═══ Study material ═══
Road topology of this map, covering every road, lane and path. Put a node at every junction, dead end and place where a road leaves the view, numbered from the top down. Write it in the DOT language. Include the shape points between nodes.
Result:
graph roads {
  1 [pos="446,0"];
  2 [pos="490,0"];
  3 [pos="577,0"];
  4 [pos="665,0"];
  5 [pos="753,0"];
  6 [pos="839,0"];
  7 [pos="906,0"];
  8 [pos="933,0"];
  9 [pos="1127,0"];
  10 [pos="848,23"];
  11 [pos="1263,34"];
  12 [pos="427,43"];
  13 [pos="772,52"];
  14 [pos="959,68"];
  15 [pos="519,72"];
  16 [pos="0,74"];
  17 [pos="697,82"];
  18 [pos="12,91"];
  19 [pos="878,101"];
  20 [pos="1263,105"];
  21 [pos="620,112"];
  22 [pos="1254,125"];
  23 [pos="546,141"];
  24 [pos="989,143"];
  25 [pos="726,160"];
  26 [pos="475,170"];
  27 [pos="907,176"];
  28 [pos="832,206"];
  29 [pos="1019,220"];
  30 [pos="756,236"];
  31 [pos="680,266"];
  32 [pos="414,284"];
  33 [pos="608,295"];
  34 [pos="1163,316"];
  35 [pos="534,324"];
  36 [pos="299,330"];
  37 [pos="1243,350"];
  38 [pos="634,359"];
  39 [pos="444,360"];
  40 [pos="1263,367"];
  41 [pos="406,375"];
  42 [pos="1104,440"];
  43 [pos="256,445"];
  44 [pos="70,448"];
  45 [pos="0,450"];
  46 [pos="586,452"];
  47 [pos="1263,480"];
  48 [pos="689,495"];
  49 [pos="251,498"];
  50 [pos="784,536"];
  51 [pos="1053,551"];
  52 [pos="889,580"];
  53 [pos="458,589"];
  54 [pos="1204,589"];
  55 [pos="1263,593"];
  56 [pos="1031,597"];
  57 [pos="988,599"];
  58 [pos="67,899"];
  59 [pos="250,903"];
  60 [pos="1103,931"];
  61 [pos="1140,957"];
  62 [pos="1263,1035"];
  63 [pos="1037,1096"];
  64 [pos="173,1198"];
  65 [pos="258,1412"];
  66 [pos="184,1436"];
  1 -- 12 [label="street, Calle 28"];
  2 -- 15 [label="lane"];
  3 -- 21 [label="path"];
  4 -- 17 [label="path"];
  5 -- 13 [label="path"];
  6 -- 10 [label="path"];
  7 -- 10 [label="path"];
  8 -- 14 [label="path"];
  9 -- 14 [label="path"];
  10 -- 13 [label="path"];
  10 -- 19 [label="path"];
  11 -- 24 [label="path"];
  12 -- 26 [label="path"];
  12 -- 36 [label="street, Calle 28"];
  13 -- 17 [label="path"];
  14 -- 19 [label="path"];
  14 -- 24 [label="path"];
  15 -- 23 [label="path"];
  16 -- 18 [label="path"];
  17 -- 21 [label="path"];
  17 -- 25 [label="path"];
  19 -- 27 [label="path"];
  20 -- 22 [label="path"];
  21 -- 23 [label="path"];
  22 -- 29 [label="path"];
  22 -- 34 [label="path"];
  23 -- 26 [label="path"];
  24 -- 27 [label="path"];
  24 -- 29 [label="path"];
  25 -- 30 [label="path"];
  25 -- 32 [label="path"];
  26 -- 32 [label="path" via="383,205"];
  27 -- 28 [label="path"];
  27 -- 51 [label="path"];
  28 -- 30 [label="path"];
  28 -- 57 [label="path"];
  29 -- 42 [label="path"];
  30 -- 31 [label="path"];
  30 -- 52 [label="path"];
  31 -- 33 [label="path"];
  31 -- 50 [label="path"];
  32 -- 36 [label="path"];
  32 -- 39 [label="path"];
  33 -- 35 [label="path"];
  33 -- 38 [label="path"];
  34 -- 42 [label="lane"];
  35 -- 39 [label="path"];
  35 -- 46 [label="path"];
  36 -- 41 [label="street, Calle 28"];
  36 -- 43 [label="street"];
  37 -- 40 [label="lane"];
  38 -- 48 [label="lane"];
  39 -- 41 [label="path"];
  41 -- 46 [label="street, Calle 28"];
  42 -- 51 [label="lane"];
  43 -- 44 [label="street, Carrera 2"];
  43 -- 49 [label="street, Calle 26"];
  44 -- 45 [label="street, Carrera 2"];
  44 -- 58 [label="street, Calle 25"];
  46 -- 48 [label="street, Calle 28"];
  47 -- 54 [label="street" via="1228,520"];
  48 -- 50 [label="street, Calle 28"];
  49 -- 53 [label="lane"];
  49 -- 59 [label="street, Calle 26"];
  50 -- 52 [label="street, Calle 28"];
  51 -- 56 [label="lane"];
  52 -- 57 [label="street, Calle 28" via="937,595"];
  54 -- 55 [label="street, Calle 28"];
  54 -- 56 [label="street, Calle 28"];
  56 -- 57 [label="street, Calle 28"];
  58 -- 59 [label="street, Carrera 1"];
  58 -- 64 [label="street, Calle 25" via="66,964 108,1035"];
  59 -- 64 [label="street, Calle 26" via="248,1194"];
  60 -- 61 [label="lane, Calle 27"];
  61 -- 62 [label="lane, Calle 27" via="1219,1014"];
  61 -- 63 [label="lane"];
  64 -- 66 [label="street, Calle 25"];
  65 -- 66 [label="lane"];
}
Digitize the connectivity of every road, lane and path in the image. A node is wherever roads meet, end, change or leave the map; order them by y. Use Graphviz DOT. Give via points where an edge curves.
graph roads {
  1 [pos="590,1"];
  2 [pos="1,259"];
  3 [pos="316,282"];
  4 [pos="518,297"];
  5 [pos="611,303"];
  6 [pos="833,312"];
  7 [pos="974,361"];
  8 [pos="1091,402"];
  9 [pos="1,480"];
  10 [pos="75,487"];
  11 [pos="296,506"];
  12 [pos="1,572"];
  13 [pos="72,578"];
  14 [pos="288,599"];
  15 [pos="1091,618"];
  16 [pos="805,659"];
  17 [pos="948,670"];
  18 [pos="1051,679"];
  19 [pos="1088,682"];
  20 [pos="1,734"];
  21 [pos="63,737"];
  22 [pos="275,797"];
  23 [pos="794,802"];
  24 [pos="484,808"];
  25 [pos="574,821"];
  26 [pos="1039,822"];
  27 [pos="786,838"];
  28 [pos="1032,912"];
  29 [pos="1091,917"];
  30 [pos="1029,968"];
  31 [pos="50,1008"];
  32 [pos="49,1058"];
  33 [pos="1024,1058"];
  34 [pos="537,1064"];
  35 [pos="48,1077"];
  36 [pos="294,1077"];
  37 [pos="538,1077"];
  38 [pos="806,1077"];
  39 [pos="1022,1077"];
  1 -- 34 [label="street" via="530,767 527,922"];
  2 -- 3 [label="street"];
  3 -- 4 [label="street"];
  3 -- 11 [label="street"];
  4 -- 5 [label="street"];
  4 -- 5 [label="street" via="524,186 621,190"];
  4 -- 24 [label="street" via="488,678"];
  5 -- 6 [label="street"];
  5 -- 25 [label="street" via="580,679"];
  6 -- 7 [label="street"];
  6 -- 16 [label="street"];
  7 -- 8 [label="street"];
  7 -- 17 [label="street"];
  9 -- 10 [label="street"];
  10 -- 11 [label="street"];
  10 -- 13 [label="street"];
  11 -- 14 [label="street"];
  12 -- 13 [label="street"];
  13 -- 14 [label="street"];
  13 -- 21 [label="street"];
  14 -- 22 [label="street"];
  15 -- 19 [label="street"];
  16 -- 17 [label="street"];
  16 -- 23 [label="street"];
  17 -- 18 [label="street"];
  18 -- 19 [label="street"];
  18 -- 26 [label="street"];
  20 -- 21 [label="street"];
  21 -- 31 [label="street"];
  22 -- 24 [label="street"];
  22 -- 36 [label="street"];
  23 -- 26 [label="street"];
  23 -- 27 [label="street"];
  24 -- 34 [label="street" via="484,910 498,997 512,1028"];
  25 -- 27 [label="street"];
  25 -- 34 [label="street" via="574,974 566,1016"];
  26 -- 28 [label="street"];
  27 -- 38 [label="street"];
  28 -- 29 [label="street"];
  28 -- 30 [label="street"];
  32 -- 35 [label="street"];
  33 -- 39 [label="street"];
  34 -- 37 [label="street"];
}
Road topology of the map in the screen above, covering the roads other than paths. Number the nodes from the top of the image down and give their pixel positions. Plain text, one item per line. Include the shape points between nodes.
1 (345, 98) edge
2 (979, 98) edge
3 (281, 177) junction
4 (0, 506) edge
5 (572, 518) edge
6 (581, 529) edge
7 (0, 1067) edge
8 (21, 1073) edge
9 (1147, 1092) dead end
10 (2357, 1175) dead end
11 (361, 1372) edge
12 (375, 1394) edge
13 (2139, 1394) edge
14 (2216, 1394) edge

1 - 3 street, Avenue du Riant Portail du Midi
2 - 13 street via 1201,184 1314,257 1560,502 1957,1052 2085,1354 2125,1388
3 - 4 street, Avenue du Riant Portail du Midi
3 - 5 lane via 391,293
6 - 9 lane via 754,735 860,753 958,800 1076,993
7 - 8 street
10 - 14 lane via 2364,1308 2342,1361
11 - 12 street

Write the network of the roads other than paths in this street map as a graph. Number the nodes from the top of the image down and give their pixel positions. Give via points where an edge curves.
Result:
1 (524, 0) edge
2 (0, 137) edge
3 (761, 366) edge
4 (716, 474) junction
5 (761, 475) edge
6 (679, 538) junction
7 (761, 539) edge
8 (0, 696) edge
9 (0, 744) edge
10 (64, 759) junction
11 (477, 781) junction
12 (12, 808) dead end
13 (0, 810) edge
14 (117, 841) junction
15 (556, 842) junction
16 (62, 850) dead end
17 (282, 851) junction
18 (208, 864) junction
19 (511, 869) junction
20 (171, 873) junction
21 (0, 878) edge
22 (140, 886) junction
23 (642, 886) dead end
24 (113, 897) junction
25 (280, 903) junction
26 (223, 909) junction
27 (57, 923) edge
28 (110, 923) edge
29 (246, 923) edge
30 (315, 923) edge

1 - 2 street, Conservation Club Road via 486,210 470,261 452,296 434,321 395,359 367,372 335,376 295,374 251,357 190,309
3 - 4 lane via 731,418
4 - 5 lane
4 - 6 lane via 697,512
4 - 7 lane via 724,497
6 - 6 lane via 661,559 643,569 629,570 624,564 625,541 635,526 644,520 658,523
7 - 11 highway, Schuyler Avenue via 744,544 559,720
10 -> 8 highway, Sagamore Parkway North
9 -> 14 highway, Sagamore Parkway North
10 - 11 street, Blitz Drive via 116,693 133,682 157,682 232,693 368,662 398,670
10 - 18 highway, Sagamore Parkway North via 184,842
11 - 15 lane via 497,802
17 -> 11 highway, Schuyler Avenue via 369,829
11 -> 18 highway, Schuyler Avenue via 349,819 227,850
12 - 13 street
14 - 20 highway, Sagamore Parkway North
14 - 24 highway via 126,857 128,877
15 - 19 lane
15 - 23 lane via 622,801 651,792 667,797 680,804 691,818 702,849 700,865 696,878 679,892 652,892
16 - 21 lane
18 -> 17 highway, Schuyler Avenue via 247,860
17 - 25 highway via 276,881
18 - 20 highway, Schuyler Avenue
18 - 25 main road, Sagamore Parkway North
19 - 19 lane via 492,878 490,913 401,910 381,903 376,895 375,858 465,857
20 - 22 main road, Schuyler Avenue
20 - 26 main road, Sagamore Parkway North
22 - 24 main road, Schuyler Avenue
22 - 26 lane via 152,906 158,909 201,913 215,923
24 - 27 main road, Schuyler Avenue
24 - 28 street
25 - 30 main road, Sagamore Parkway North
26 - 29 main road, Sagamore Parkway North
═══
# Work task
Please write out, exactly as they appear above, only the lines in the stretch from the line with "Road topology of the" through the line with "Write the network".

# Output below
Road topology of the map in the screen above, covering the roads other than paths. Number the nodes from the top of the image down and give their pixel positions. Plain text, one item per line. Include the shape points between nodes.
1 (345, 98) edge
2 (979, 98) edge
3 (281, 177) junction
4 (0, 506) edge
5 (572, 518) edge
6 (581, 529) edge
7 (0, 1067) edge
8 (21, 1073) edge
9 (1147, 1092) dead end
10 (2357, 1175) dead end
11 (361, 1372) edge
12 (375, 1394) edge
13 (2139, 1394) edge
14 (2216, 1394) edge

1 - 3 street, Avenue du Riant Portail du Midi
2 - 13 street via 1201,184 1314,257 1560,502 1957,1052 2085,1354 2125,1388
3 - 4 street, Avenue du Riant Portail du Midi
3 - 5 lane via 391,293
6 - 9 lane via 754,735 860,753 958,800 1076,993
7 - 8 street
10 - 14 lane via 2364,1308 2342,1361
11 - 12 street

Write the network of the roads other than paths in this street map as a graph. Number the nodes from the top of the image down and give their pixel positions. Give via points where an edge curves.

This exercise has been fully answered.